Every line of the data below should be written out word for word.

###

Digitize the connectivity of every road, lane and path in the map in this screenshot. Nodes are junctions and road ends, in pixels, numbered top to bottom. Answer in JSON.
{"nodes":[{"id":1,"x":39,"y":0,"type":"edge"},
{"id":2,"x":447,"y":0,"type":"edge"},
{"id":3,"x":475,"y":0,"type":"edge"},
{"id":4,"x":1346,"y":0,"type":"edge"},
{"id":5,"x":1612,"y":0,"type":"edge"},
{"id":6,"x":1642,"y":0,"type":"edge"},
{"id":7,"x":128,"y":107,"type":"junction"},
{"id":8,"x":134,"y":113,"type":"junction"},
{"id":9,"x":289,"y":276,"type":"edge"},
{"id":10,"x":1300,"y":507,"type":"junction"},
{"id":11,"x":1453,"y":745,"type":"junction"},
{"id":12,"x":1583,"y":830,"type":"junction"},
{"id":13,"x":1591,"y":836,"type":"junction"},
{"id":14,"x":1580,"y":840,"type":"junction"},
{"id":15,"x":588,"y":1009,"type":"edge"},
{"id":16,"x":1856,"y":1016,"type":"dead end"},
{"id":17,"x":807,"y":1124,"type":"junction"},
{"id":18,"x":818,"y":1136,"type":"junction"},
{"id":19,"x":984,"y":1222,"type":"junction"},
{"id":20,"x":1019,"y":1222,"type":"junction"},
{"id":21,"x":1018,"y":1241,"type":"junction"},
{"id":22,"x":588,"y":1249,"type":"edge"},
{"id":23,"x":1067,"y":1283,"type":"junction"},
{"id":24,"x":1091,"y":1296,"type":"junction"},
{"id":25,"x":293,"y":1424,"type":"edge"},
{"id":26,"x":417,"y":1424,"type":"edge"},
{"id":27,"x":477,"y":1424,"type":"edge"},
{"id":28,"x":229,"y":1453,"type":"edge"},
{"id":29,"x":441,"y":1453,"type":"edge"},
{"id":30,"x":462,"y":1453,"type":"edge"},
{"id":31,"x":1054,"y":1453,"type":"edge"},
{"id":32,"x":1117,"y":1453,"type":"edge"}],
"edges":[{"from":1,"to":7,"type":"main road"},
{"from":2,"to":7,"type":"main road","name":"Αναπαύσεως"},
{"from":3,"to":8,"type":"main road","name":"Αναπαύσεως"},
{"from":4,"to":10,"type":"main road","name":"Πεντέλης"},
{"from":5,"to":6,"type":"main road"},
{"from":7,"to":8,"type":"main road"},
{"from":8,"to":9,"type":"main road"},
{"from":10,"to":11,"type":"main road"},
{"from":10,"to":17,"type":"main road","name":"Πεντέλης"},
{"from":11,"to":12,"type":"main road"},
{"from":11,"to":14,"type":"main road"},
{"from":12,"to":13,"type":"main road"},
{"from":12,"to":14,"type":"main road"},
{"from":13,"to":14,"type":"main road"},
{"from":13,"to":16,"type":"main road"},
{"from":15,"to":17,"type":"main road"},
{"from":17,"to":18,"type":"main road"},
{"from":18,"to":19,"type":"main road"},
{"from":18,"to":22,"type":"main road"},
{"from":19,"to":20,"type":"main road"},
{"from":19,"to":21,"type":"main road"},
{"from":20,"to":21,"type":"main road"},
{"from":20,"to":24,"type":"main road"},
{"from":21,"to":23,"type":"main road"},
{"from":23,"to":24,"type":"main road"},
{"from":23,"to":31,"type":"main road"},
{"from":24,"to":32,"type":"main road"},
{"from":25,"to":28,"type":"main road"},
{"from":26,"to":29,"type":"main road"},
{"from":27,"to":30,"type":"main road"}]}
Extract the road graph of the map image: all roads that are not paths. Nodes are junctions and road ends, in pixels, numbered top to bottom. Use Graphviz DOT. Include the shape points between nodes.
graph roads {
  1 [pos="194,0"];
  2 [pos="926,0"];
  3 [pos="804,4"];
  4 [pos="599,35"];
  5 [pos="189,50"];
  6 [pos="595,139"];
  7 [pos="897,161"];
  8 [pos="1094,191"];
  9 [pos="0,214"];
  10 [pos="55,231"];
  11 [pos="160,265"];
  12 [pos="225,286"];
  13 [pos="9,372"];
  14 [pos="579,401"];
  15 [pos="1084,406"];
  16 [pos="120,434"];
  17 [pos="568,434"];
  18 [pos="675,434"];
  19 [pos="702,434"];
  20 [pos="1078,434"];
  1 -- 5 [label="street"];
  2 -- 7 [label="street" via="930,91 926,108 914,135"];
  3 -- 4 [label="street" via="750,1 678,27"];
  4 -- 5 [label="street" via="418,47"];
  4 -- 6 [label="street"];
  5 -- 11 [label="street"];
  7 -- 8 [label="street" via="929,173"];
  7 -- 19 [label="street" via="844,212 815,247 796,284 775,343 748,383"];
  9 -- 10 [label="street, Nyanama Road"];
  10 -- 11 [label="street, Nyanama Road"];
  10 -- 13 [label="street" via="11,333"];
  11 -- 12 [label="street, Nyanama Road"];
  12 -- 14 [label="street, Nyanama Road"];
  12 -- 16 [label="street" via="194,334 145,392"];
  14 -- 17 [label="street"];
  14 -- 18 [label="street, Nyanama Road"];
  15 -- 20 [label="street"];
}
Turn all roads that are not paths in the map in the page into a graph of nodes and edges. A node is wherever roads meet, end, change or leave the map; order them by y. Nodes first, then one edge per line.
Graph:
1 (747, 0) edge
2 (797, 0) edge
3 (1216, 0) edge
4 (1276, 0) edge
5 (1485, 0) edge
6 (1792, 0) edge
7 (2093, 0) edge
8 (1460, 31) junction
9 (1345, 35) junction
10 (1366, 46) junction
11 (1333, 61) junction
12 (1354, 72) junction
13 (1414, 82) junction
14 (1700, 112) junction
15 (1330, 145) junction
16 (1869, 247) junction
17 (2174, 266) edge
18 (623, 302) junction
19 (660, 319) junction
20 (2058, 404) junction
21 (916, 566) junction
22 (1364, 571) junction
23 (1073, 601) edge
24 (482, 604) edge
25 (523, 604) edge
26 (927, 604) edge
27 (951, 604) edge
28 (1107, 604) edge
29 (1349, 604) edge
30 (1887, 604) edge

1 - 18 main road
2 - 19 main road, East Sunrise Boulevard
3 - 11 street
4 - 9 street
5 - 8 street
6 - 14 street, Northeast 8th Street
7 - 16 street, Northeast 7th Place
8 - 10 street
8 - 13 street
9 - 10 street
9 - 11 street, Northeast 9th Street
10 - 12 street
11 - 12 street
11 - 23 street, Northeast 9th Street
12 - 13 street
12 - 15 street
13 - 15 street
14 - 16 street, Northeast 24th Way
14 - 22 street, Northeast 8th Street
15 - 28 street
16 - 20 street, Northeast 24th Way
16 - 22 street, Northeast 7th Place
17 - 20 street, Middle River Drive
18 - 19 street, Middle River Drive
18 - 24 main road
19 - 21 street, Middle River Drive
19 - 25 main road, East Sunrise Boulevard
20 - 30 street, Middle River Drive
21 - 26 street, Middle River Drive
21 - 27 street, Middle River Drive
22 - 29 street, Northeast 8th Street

###

EXPECTED ANSWER »
Digitize the connectivity of every road, lane and path in the map in this screenshot. Nodes are junctions and road ends, in pixels, numbered top to bottom. Answer in JSON.
{"nodes":[{"id":1,"x":39,"y":0,"type":"edge"},
{"id":2,"x":447,"y":0,"type":"edge"},
{"id":3,"x":475,"y":0,"type":"edge"},
{"id":4,"x":1346,"y":0,"type":"edge"},
{"id":5,"x":1612,"y":0,"type":"edge"},
{"id":6,"x":1642,"y":0,"type":"edge"},
{"id":7,"x":128,"y":107,"type":"junction"},
{"id":8,"x":134,"y":113,"type":"junction"},
{"id":9,"x":289,"y":276,"type":"edge"},
{"id":10,"x":1300,"y":507,"type":"junction"},
{"id":11,"x":1453,"y":745,"type":"junction"},
{"id":12,"x":1583,"y":830,"type":"junction"},
{"id":13,"x":1591,"y":836,"type":"junction"},
{"id":14,"x":1580,"y":840,"type":"junction"},
{"id":15,"x":588,"y":1009,"type":"edge"},
{"id":16,"x":1856,"y":1016,"type":"dead end"},
{"id":17,"x":807,"y":1124,"type":"junction"},
{"id":18,"x":818,"y":1136,"type":"junction"},
{"id":19,"x":984,"y":1222,"type":"junction"},
{"id":20,"x":1019,"y":1222,"type":"junction"},
{"id":21,"x":1018,"y":1241,"type":"junction"},
{"id":22,"x":588,"y":1249,"type":"edge"},
{"id":23,"x":1067,"y":1283,"type":"junction"},
{"id":24,"x":1091,"y":1296,"type":"junction"},
{"id":25,"x":293,"y":1424,"type":"edge"},
{"id":26,"x":417,"y":1424,"type":"edge"},
{"id":27,"x":477,"y":1424,"type":"edge"},
{"id":28,"x":229,"y":1453,"type":"edge"},
{"id":29,"x":441,"y":1453,"type":"edge"},
{"id":30,"x":462,"y":1453,"type":"edge"},
{"id":31,"x":1054,"y":1453,"type":"edge"},
{"id":32,"x":1117,"y":1453,"type":"edge"}],
"edges":[{"from":1,"to":7,"type":"main road"},
{"from":2,"to":7,"type":"main road","name":"Αναπαύσεως"},
{"from":3,"to":8,"type":"main road","name":"Αναπαύσεως"},
{"from":4,"to":10,"type":"main road","name":"Πεντέλης"},
{"from":5,"to":6,"type":"main road"},
{"from":7,"to":8,"type":"main road"},
{"from":8,"to":9,"type":"main road"},
{"from":10,"to":11,"type":"main road"},
{"from":10,"to":17,"type":"main road","name":"Πεντέλης"},
{"from":11,"to":12,"type":"main road"},
{"from":11,"to":14,"type":"main road"},
{"from":12,"to":13,"type":"main road"},
{"from":12,"to":14,"type":"main road"},
{"from":13,"to":14,"type":"main road"},
{"from":13,"to":16,"type":"main road"},
{"from":15,"to":17,"type":"main road"},
{"from":17,"to":18,"type":"main road"},
{"from":18,"to":19,"type":"main road"},
{"from":18,"to":22,"type":"main road"},
{"from":19,"to":20,"type":"main road"},
{"from":19,"to":21,"type":"main road"},
{"from":20,"to":21,"type":"main road"},
{"from":20,"to":24,"type":"main road"},
{"from":21,"to":23,"type":"main road"},
{"from":23,"to":24,"type":"main road"},
{"from":23,"to":31,"type":"main road"},
{"from":24,"to":32,"type":"main road"},
{"from":25,"to":28,"type":"main road"},
{"from":26,"to":29,"type":"main road"},
{"from":27,"to":30,"type":"main road"}]}
Extract the road graph of the map image: all roads that are not paths. Nodes are junctions and road ends, in pixels, numbered top to bottom. Use Graphviz DOT. Include the shape points between nodes.
graph roads {
  1 [pos="194,0"];
  2 [pos="926,0"];
  3 [pos="804,4"];
  4 [pos="599,35"];
  5 [pos="189,50"];
  6 [pos="595,139"];
  7 [pos="897,161"];
  8 [pos="1094,191"];
  9 [pos="0,214"];
  10 [pos="55,231"];
  11 [pos="160,265"];
  12 [pos="225,286"];
  13 [pos="9,372"];
  14 [pos="579,401"];
  15 [pos="1084,406"];
  16 [pos="120,434"];
  17 [pos="568,434"];
  18 [pos="675,434"];
  19 [pos="702,434"];
  20 [pos="1078,434"];
  1 -- 5 [label="street"];
  2 -- 7 [label="street" via="930,91 926,108 914,135"];
  3 -- 4 [label="street" via="750,1 678,27"];
  4 -- 5 [label="street" via="418,47"];
  4 -- 6 [label="street"];
  5 -- 11 [label="street"];
  7 -- 8 [label="street" via="929,173"];
  7 -- 19 [label="street" via="844,212 815,247 796,284 775,343 748,383"];
  9 -- 10 [label="street, Nyanama Road"];
  10 -- 11 [label="street, Nyanama Road"];
  10 -- 13 [label="street" via="11,333"];
  11 -- 12 [label="street, Nyanama Road"];
  12 -- 14 [label="street, Nyanama Road"];
  12 -- 16 [label="street" via="194,334 145,392"];
  14 -- 17 [label="street"];
  14 -- 18 [label="street, Nyanama Road"];
  15 -- 20 [label="street"];
}
Turn all roads that are not paths in the map in the page into a graph of nodes and edges. A node is wherever roads meet, end, change or leave the map; order them by y. Nodes first, then one edge per line.
Graph:
1 (747, 0) edge
2 (797, 0) edge
3 (1216, 0) edge
4 (1276, 0) edge
5 (1485, 0) edge
6 (1792, 0) edge
7 (2093, 0) edge
8 (1460, 31) junction
9 (1345, 35) junction
10 (1366, 46) junction
11 (1333, 61) junction
12 (1354, 72) junction
13 (1414, 82) junction
14 (1700, 112) junction
15 (1330, 145) junction
16 (1869, 247) junction
17 (2174, 266) edge
18 (623, 302) junction
19 (660, 319) junction
20 (2058, 404) junction
21 (916, 566) junction
22 (1364, 571) junction
23 (1073, 601) edge
24 (482, 604) edge
25 (523, 604) edge
26 (927, 604) edge
27 (951, 604) edge
28 (1107, 604) edge
29 (1349, 604) edge
30 (1887, 604) edge

1 - 18 main road
2 - 19 main road, East Sunrise Boulevard
3 - 11 street
4 - 9 street
5 - 8 street
6 - 14 street, Northeast 8th Street
7 - 16 street, Northeast 7th Place
8 - 10 street
8 - 13 street
9 - 10 street
9 - 11 street, Northeast 9th Street
10 - 12 street
11 - 12 street
11 - 23 street, Northeast 9th Street
12 - 13 street
12 - 15 street
13 - 15 street
14 - 16 street, Northeast 24th Way
14 - 22 street, Northeast 8th Street
15 - 28 street
16 - 20 street, Northeast 24th Way
16 - 22 street, Northeast 7th Place
17 - 20 street, Middle River Drive
18 - 19 street, Middle River Drive
18 - 24 main road
19 - 21 street, Middle River Drive
19 - 25 main road, East Sunrise Boulevard
20 - 30 street, Middle River Drive
21 - 26 street, Middle River Drive
21 - 27 street, Middle River Drive
22 - 29 street, Northeast 8th Street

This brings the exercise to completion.